**Directions:** Only the number is wanted: count the lines in the data with "thumb" in them.

*** Begin section ***

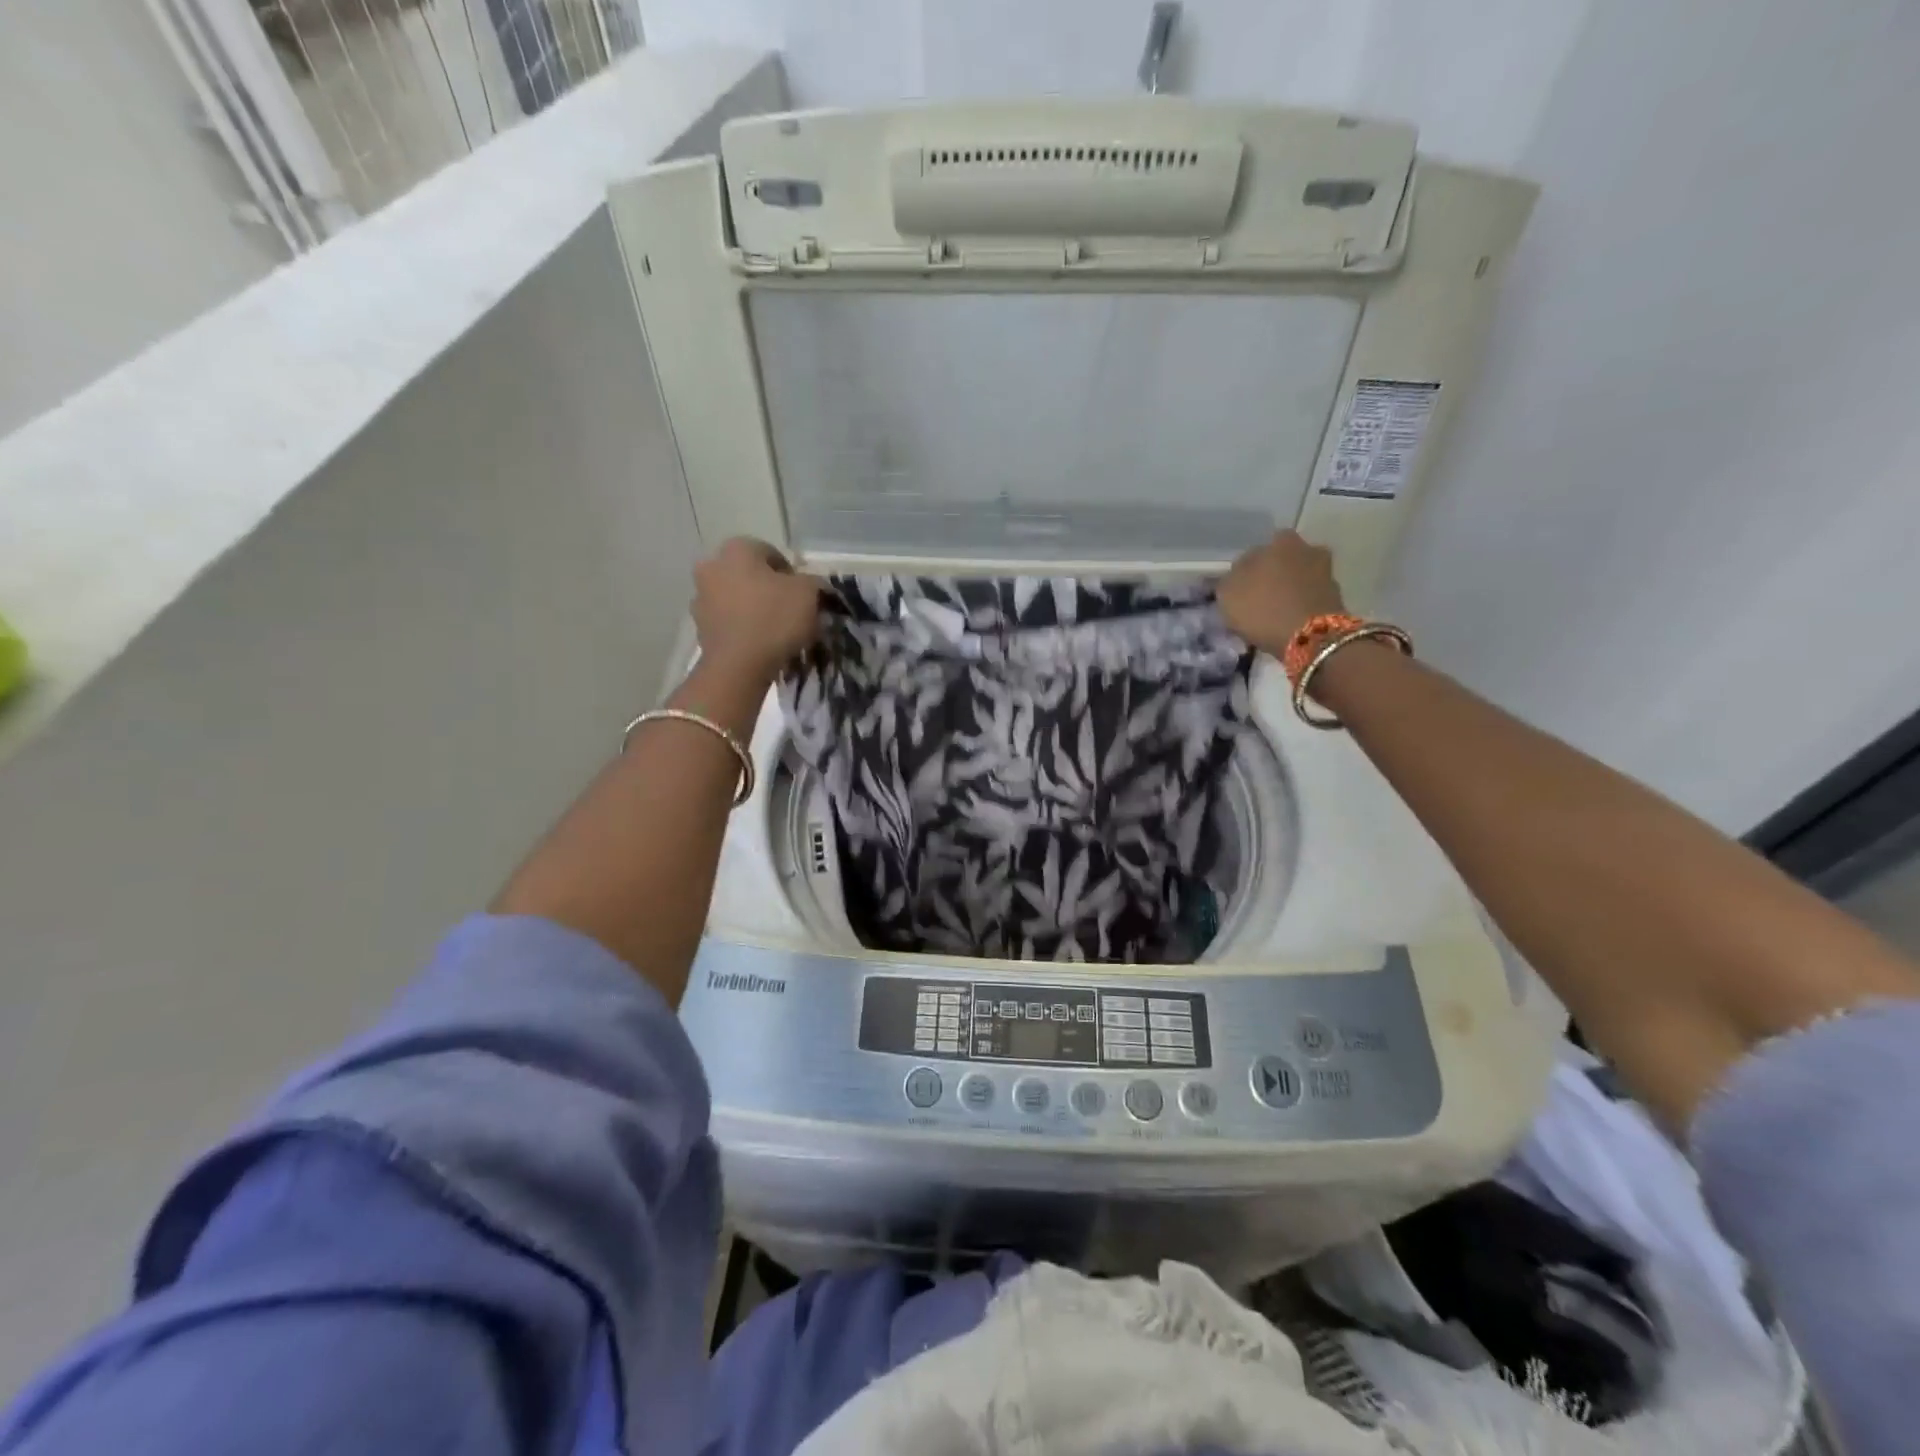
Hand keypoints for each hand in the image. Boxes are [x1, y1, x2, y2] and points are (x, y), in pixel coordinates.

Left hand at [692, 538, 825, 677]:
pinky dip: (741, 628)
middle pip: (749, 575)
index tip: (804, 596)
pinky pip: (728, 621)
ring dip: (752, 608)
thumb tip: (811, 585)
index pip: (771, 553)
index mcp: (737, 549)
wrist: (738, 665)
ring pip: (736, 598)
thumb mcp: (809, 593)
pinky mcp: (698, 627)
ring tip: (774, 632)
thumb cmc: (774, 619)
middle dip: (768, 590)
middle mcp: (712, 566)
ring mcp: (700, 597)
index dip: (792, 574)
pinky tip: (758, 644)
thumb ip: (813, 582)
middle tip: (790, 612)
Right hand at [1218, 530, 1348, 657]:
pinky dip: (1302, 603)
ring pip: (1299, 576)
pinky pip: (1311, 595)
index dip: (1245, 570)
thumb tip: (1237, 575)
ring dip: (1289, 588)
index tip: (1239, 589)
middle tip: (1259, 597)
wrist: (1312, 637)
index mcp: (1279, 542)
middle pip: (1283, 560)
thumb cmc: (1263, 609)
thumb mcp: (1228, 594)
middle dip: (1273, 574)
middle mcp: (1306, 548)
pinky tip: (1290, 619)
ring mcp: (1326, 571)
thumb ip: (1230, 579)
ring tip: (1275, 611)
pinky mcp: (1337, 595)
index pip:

*** End section ***

**Finished exercise:** 8